Abstract

Organizational scholars identify positive results from working alongside “particular” coworkers. In contrast to formal, separable relationships (e.g., coworkers, supervisory relationships), we focus on inseparable relationships in our study of family relationships at work. Scholars have emphasized these family relationships as providing socio-emotional benefits. At the same time, social identity theory suggests that individuals experience a situated struggle over multiple selves at work as they try to negotiate individual and relational demands, alongside competing organizational norms, managerial prescriptions and conflicting role expectations. Against this context, we examine how individuals experience their family relationships at work and establish their ‘situationally salient’ self in family relations at work.
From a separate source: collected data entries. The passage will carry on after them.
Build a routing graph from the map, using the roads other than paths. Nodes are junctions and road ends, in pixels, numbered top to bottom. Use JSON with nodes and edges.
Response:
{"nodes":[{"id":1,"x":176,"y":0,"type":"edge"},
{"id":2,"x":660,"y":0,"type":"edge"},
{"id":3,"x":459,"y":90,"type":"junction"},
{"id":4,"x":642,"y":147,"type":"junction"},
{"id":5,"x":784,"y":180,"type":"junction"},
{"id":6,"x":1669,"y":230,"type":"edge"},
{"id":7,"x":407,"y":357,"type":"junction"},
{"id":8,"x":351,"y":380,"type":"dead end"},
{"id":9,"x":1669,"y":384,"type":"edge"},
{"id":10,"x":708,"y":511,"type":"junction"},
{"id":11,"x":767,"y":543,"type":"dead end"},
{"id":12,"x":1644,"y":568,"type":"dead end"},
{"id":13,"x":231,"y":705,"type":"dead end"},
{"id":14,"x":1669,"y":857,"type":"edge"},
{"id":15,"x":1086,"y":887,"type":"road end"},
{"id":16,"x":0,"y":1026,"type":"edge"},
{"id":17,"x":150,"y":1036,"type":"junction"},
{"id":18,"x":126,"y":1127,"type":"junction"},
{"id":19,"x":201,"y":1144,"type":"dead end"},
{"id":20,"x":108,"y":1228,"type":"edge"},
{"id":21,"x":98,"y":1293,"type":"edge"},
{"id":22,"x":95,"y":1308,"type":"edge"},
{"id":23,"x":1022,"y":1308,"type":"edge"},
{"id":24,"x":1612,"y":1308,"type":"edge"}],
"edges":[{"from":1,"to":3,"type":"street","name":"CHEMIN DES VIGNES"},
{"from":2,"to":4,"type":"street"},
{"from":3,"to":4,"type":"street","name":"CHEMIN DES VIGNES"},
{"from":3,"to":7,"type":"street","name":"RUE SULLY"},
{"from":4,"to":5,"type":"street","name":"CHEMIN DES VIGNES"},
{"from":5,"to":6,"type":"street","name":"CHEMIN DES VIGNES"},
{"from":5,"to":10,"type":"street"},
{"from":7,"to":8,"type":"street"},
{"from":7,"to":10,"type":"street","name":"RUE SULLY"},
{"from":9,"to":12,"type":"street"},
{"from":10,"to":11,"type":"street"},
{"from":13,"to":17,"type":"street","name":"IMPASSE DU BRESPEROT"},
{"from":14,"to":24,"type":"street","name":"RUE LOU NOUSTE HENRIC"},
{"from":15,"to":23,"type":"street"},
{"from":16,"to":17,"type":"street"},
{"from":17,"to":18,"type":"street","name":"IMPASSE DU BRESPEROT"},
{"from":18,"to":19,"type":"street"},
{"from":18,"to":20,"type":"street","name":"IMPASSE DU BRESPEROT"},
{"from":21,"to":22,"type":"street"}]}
Our qualitative study of 48 employees belonging to 19 family groups in the same company indicates that family relationships are distinguishable from other inseparable relationships in that they are composed of interactions based on family support. In addition, they have a monitoring function and are governed by family norms which are experienced as being “under the eye” of the family. Our findings further demonstrate that individuals seek to establish their situationally salient self in these family relationships by having an interdependent or independent self-construal. We offer a ‘family at work’ framework that highlights how establishing a situationally salient self results in two paths to social enrichment and theorizes the conditions under which family relationships at work can amplify rather than attenuate social enrichment.